Esse é o mote de O terraço e a caverna, segundo romance do escritor carioca Maurício Limeira, um dos vencedores do Prêmio Literário Dalcídio Jurandir 2015, da Fundação Cultural do Estado do Pará (FCP).

De classe alta, Quinha reside numa cobertura em um bairro nobre da capital fluminense. Apesar de dividir o espaço com os pais, o avô e o irmão e receber cuidados desses entes dedicados, ela não sente a presença da família, não sabe sequer que ela existe. A Síndrome das Pessoas Inexistentes, que se desenvolveu depois de um episódio traumático, cria na menina a impressão de ser a última humana na Terra. Por isso, seu único relacionamento é com um gato chamado Moisés, que aparece e desaparece à medida que seu estado de saúde fica mais ou menos crítico.

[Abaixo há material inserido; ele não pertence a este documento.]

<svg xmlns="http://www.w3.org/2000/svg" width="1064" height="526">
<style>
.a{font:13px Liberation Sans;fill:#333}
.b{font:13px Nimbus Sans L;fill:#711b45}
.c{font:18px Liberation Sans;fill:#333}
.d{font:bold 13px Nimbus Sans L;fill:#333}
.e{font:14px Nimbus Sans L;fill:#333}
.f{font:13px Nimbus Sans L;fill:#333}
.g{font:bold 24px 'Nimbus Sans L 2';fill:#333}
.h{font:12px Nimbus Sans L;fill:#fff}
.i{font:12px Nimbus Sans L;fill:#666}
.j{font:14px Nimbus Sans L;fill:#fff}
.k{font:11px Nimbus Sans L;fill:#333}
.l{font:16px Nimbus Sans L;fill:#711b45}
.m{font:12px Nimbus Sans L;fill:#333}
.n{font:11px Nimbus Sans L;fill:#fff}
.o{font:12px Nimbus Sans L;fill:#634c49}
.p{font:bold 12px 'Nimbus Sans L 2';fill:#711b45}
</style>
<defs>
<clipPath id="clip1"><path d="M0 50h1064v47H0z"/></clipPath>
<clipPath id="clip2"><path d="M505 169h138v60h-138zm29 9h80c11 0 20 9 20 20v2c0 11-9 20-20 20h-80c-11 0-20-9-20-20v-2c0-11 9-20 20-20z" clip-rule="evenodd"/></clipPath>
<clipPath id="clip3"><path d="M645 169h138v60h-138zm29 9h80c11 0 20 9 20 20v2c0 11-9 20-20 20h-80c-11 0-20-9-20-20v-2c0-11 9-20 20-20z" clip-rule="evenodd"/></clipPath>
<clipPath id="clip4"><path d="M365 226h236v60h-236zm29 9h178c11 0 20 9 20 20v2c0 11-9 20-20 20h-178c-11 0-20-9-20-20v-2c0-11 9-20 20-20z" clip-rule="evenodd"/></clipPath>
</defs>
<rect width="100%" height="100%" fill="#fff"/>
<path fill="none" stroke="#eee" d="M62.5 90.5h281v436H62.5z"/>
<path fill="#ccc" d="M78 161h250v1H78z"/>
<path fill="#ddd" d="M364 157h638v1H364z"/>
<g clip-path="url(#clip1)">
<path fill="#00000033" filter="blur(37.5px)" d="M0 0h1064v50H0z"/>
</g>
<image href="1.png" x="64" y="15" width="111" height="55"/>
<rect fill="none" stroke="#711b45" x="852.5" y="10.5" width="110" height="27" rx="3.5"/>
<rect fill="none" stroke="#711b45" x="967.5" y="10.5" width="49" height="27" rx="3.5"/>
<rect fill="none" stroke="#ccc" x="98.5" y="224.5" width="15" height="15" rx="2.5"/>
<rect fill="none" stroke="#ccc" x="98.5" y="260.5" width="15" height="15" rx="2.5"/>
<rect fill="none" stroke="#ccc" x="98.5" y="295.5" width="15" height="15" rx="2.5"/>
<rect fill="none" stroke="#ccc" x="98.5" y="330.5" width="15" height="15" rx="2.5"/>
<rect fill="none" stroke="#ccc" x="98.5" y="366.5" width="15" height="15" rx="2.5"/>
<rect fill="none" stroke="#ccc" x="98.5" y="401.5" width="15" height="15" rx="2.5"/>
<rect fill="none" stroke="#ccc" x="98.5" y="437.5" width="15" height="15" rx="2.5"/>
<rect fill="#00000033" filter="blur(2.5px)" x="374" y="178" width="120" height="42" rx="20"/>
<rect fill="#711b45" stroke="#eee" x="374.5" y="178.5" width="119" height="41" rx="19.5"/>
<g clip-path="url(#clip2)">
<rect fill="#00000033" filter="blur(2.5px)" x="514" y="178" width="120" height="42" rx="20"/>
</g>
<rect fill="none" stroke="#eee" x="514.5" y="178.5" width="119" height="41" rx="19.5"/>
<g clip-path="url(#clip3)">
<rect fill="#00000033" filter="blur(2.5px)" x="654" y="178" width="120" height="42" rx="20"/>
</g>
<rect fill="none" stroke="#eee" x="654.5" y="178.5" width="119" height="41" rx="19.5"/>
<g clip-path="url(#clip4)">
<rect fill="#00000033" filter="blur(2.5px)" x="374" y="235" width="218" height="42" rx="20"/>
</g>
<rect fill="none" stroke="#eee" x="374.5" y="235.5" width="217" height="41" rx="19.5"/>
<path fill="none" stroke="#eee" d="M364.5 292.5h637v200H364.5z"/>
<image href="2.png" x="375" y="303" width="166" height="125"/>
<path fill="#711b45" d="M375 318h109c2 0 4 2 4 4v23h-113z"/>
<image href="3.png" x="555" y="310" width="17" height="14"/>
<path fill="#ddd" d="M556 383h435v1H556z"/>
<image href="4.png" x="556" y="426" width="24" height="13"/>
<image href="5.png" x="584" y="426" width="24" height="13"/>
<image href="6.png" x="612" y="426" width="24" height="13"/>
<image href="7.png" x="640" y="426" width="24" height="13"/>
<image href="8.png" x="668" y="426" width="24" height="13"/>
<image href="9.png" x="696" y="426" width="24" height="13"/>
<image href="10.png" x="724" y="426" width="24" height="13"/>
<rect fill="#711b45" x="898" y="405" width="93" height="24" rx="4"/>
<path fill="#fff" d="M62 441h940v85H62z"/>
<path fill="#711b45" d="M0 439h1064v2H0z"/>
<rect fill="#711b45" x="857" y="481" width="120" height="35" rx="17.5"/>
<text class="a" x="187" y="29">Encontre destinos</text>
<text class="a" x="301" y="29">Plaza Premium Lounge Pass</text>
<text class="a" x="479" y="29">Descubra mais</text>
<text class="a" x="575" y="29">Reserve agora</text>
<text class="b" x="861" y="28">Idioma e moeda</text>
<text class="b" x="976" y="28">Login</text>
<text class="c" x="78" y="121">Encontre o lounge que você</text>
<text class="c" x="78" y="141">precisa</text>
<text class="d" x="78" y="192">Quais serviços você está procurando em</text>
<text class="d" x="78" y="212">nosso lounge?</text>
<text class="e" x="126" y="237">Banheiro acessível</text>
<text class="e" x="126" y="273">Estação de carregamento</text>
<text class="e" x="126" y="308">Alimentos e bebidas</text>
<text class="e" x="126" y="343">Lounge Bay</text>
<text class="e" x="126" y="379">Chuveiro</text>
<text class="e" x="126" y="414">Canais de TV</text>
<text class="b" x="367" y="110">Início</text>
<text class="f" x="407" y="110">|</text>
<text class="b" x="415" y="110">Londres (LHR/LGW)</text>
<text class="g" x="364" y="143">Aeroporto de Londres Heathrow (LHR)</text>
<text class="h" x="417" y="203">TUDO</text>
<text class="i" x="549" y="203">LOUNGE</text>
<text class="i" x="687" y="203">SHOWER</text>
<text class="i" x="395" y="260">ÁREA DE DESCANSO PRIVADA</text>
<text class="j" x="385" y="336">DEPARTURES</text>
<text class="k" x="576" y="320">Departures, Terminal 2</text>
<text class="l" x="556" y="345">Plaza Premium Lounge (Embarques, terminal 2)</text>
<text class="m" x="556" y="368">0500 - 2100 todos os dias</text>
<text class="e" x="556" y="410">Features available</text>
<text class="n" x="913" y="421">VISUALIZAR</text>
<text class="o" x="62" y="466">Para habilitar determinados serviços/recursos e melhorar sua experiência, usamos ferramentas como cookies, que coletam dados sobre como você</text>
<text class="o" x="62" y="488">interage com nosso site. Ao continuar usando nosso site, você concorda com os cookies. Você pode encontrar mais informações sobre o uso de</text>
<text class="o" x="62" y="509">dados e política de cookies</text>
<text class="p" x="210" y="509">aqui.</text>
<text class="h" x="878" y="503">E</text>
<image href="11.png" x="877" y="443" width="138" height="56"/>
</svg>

Já a residência de Paco é um buraco onde seria construído parte do metrô. Foi esse o lugar em que ele e sua família (pai, tios, primos e avó) se abrigaram quando traficantes de drogas os expulsaram de casa. Cadeirante, o menino sofre preconceito na escola e abandona os estudos. Com um computador recebido em doação e com energia elétrica e internet instaladas de forma clandestina, Paco se aproxima do mundo externo e expressa sua indignação com a vida nas redes sociais.

São essas plataformas que proporcionam o encontro entre Paco e Quinha. A menina supõe que Paco é personagem de uma história, como todos os seres humanos que acompanha na internet. Paco também imagina mil coisas sobre a amiga virtual.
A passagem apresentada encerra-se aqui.